SINT MAARTEN/THE NETHERLANDS – The four northern provinces Groningen, Drenthe, Friesland and Overijssel are planning to step up the rate of testing for Covid-19 as they try to curb the spread of the disease.
Alex Friedrich, microbiologist at the UMCG teaching hospital in Groningen, told De Groene Amsterdammer that the region was ‘departing from the national policy’ of only testing patients when they start to show symptoms.
So far, the north has returned relatively few positive tests, with only a handful of municipalities recording more than 30 cases per 100,000 inhabitants as of March 22, compared to 350 in parts of Noord-Brabant.
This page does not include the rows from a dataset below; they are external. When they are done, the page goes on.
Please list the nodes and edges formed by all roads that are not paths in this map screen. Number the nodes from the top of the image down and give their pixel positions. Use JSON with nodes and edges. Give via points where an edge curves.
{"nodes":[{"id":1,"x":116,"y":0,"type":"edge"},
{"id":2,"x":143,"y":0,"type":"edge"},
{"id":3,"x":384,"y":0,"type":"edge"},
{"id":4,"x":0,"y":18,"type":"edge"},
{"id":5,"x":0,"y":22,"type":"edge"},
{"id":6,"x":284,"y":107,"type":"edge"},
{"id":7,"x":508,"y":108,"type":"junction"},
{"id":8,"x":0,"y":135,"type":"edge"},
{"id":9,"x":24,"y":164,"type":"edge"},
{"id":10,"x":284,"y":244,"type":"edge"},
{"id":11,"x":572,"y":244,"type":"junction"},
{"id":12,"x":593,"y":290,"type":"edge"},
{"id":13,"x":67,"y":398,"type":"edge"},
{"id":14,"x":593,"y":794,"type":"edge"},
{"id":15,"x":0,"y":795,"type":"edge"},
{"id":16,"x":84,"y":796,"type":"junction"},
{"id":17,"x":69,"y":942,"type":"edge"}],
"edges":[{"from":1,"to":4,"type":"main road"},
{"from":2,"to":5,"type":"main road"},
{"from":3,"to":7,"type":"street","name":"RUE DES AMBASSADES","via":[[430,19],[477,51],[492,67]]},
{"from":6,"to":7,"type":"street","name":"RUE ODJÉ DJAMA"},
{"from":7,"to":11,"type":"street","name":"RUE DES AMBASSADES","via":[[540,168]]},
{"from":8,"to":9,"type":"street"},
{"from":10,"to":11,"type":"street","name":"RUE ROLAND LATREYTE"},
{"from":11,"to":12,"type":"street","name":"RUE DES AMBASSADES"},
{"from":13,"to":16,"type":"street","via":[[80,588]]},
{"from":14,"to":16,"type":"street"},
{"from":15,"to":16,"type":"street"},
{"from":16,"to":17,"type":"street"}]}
Friedrich, who himself recently recovered from coronavirus, said more intensive testing was important to control the spread of the disease and make sure that medical staff did not infect their patients.
‘The biggest risk is that hospital staff become infected and infect patients and colleagues who then go out into the region. That can make hospitals super-spreaders of the epidemic.
The national policy up until now has been to stop testing workers in the healthcare sector. We, along with a number of other hospitals, have been testing them.’ He rejected claims that testing rates were low because not enough testing kits were available.
‘I’ve never understood why people keep insisting that this is the case. We don’t have a problem with capacity. Sometimes a particular lab has a shortage of particular materials, but that’s business as usual, you can fix that,’ he said.
Friedrich said, ‘search and contain’, identifying and isolating people with the disease, was the best way to control the outbreak once the initial wave of infections had passed.
‘It seems as if the Netherlands and other European countries have activated the flu pandemic plan that was created with the Mexican flu in 2009, without making clear adjustments for a risk like Sars 1 or Sars-CoV-2.
‘That is not an approach to nip the infection in the bud, but to restrain it. What we are going to do is attempt to maintain search and control for as long as possible.’